To reveal the microscopic origin for the anomalous transport, we now investigate the site-resolved structure of the many-body state (Fig. 3a). We first study how much each lattice site contributes to the transport by considering the site-resolved two-point correlations in the long-time limit (t = 100τ). In the thermal regime, we find similar correlations between all lattice sites, which correspond to uniformly delocalized atoms. In contrast, density correlations are restricted to nearby sites in the MBL regime owing to localization. At intermediate disorder, we observe strongly inhomogeneous correlations, revealing a sparse structure that involves only specific distances between lattice sites, yet spans the entire system size.
The sparse structure is expected to be linked to the applied quasi-periodic potential. The average energy offsets of sites d apart in the system are correlated by this potential. This correlation is then inherited by the system’s fluctuations when the interaction energy U compensates for these correlated offsets. To investigate this structure, we compare the two-point density correlations with the autocorrelation function, A(d) = 〈hihi+d〉i, of the quasi-periodic potential. Indeed, we find that the site-averaged connected density correlations \({G}_{{\rm{c}}}^{(2)}(d)=\langle {G}^{(2)}{(i,i+d)\rangle }_{i}\) inherit their spatial structure from A(d) (Fig. 3b). We find that this contribution is maximal in the critical regime but is strongly reduced in the thermal and MBL regimes (Fig. 3c). These observations contrast with the behaviour of a non-interacting system, where the sign of the structure is opposite because resonant tunnelling is favoured for zero potential energy difference. These results illustrate microscopically how the interplay of strong interactions and disorder can lead to anomalous diffusion.

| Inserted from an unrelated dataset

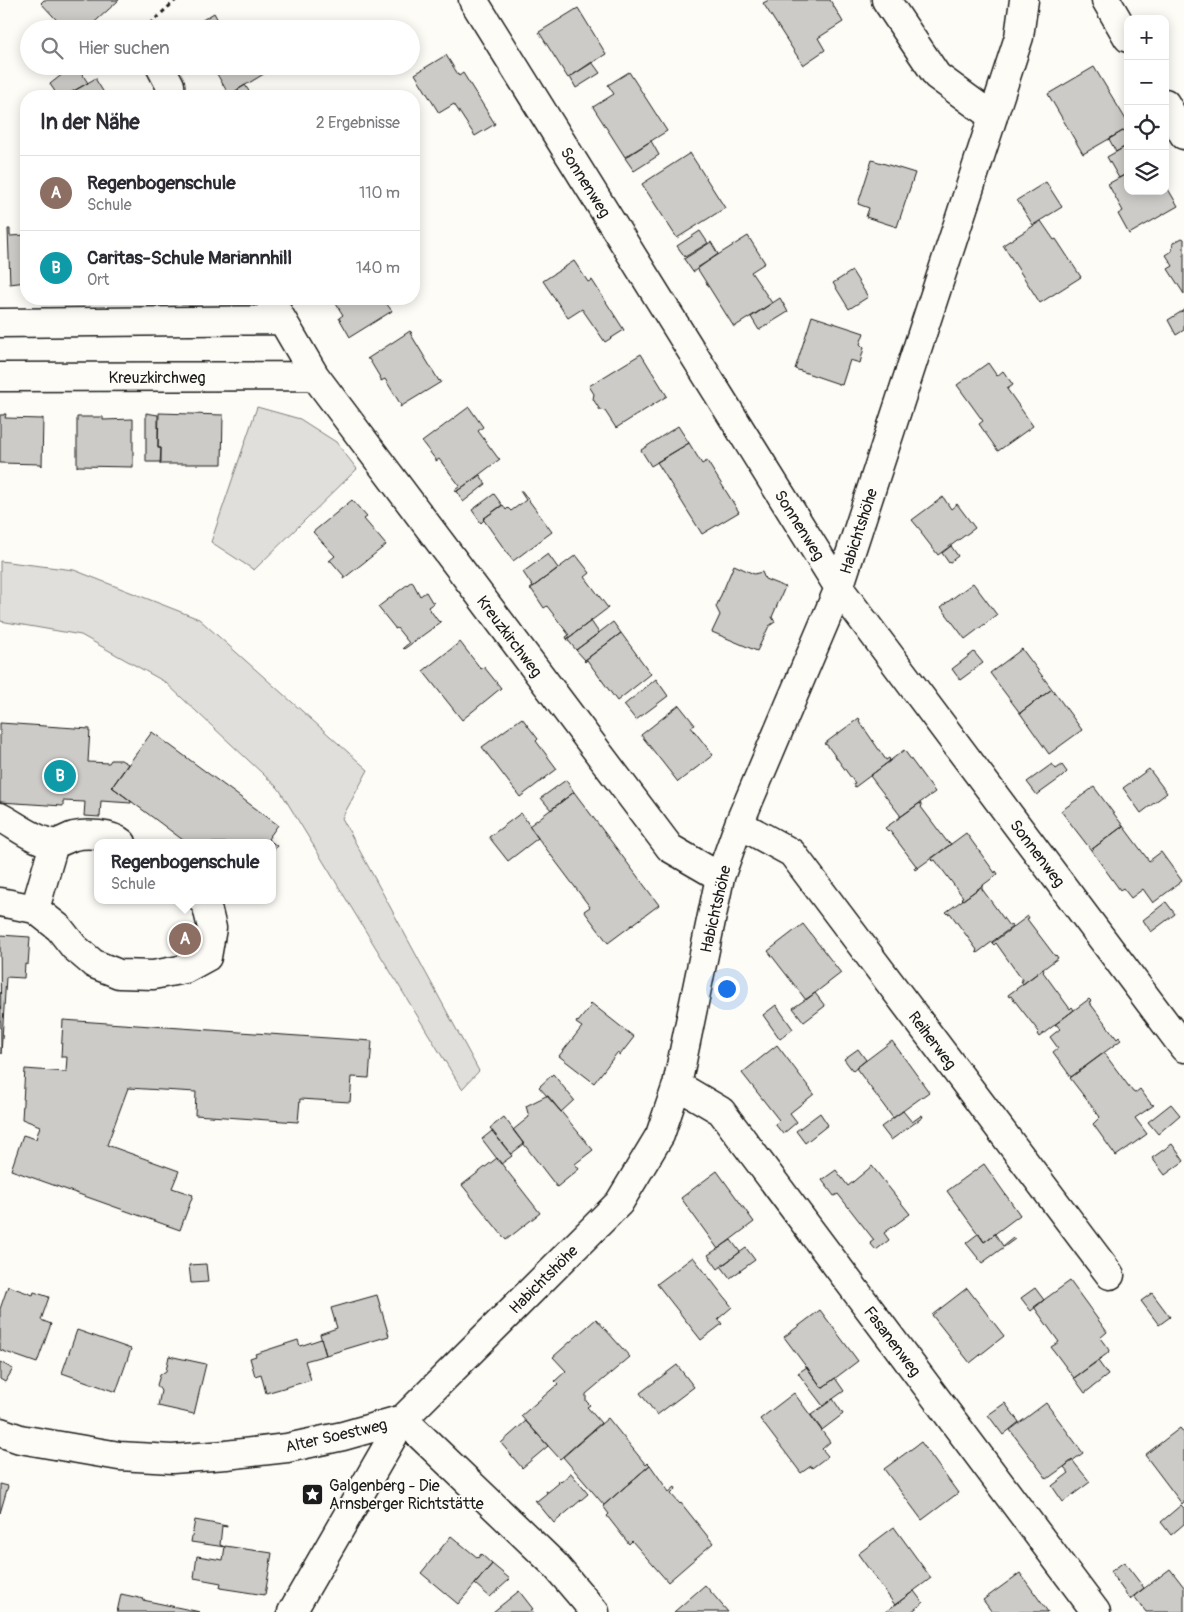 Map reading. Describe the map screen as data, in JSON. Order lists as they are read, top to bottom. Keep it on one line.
{"streets":{"street":["Sonnenweg","Kreuzkirchweg","Habichtshöhe","Reiherweg","Fasanenweg","Alter Soestweg"]},"crossings":[["Sonnenweg","Habichtshöhe"],["Kreuzkirchweg","Habichtshöhe"],["Habichtshöhe","Reiherweg"],["Habichtshöhe","Fasanenweg"],["Habichtshöhe","Alter Soestweg"]],"places":{"place":["Galgenberg - Die Arnsberger Richtstätte"]},"page":{"map_buttons":["+","−"],"search":"Hier suchen","heading":["In der Nähe","2 Ergebnisse"],"list":[{"mark":"A","name":"Regenbogenschule","note":"Schule","value":"110 m"},{"mark":"B","name":"Caritas-Schule Mariannhill","note":"Ort","value":"140 m"}],"pins":["B","A"],"popup":["Regenbogenschule","Schule"]}} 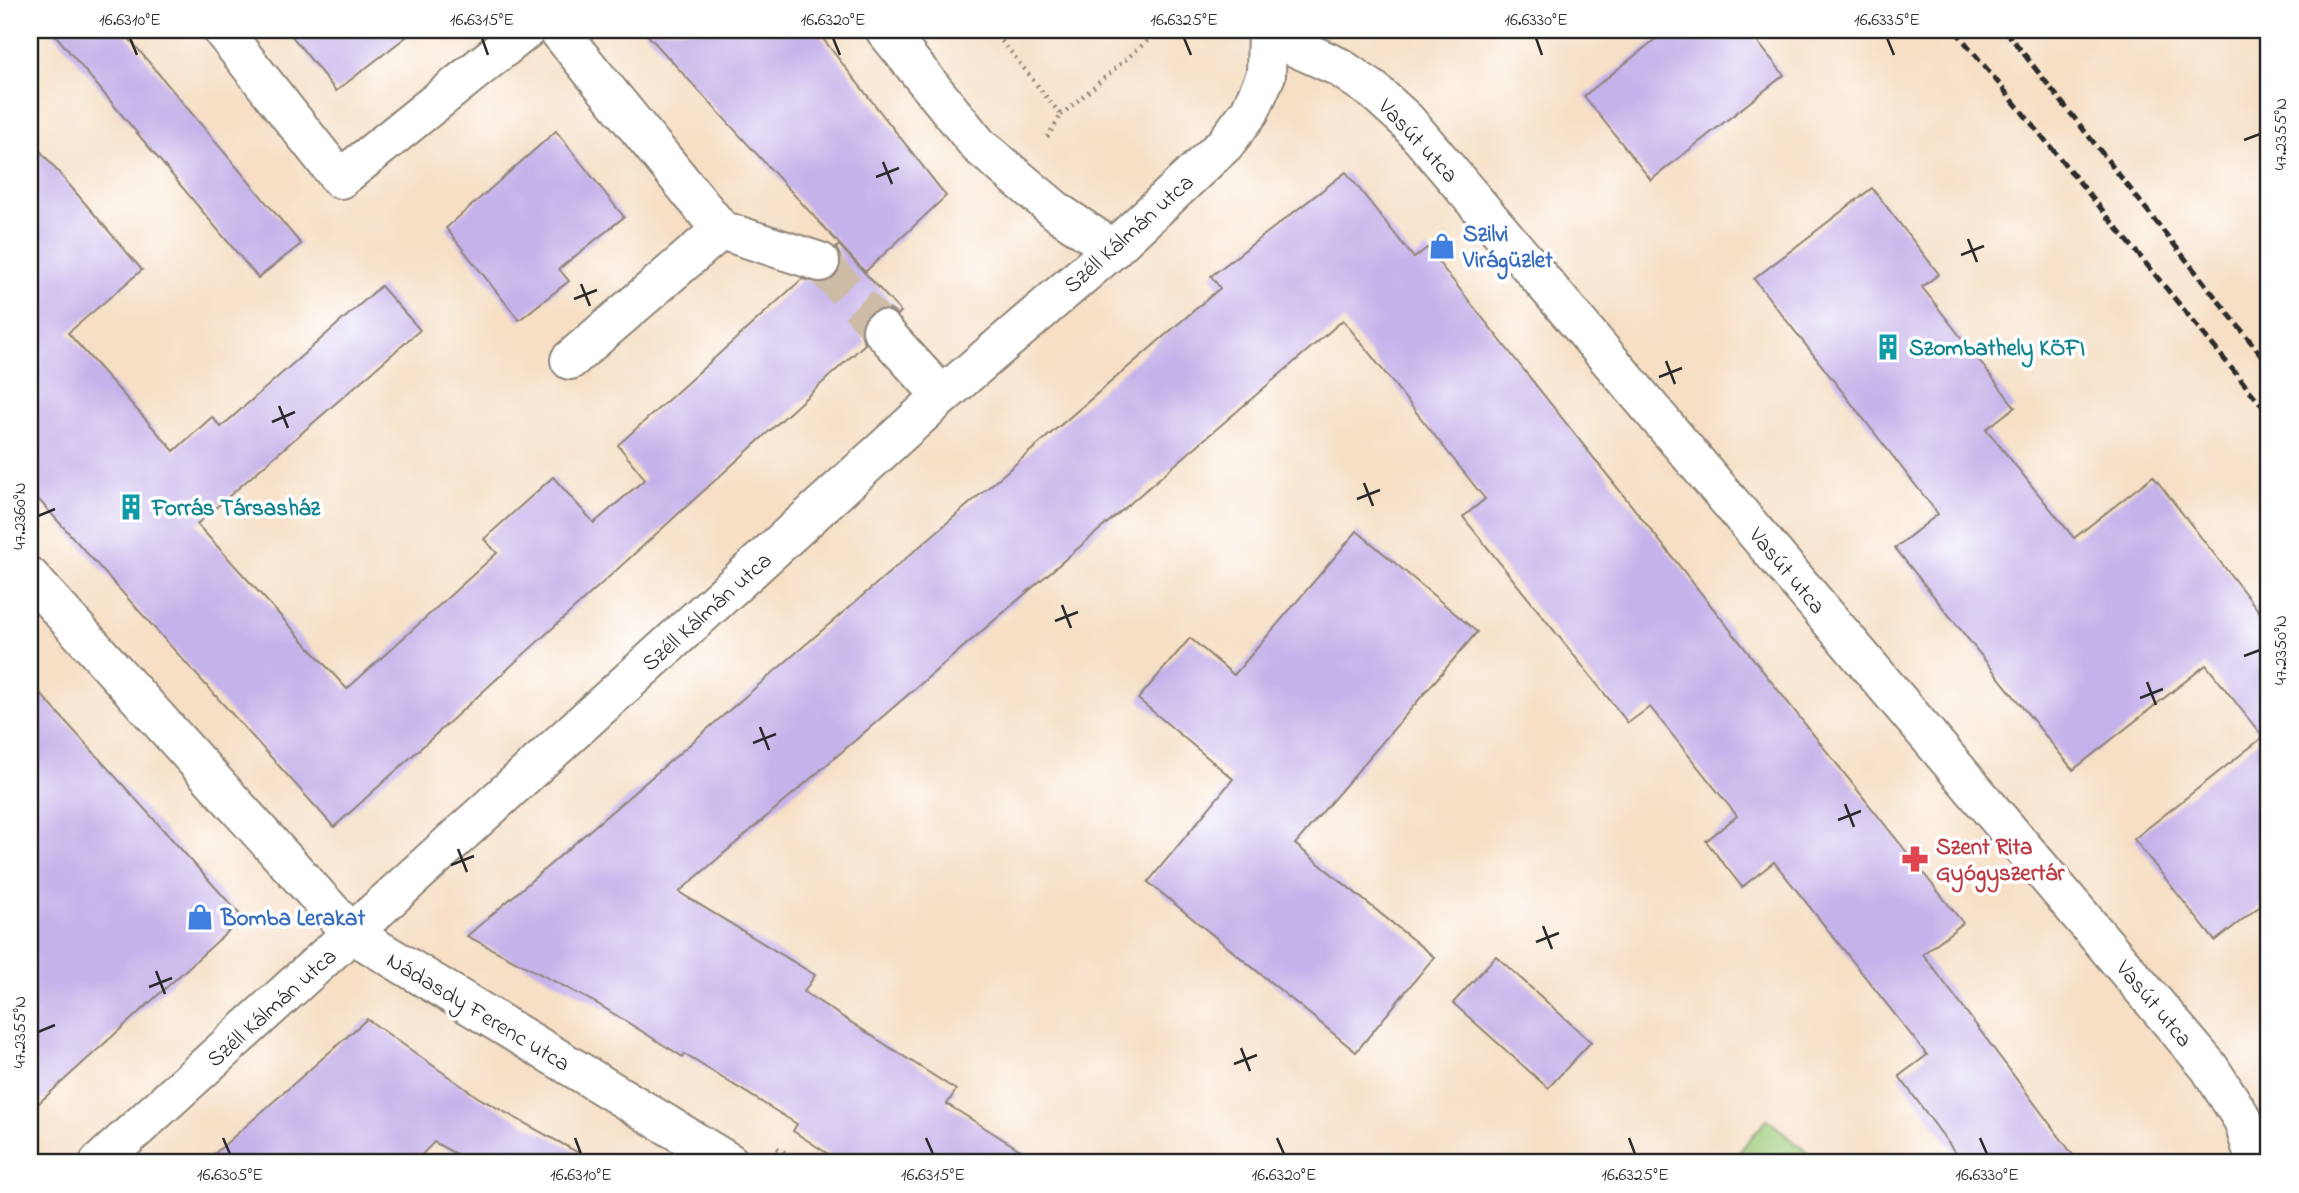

However, this picture of effective single-particle hopping that couples distant sites neglects the many-body nature of these systems.
To investigate the system’s many-body structure, we examine the site-resolved contributions of the three-point correlations. Since all non-zero contributions to the three-point correlations involve correlated hopping of at least two particles, they are a signature for multi-particle entanglement31. In the quantum critical regime, we find that these correlations span the entire system and are highly structured, taking on both positive and negative values (Fig. 4a). In contrast to the pattern in the second-order correlation function, this third-order structure is not directly recognizable as the quasi-periodic-potential correlations. To gain further insight into the structure, we analyse the contributions of all possible particle configurations in Fig. 4b. In particular, for \({G}_{{\rm{c}}}^{{\rm{(3)}}}({d}_{1}=3,{d}_{2}=1)\), which is positive, we see that the dominant contribution comes from a particular process that favours multiple atoms hopping to the same site. In contrast, \({G}_{{\rm{c}}}^{{\rm{(3)}}}({d}_{1}=3,{d}_{2}=2)\), which is negative, has a dominant process that favours all atoms leaving the three sites considered. Although this provides some intuition for the emergent many-body resonances, the three-point correlations are, in fact, the result of a superposition of many correlated processes. These observations further demonstrate how the interactions between multiple atoms can compensate for the disorder via correlated tunneling of several atoms. In this way, we can see the additional part that interactions play in the disordered system: they supply higher-order many-body resonances that preserve transport where lower-order processes are energetically suppressed.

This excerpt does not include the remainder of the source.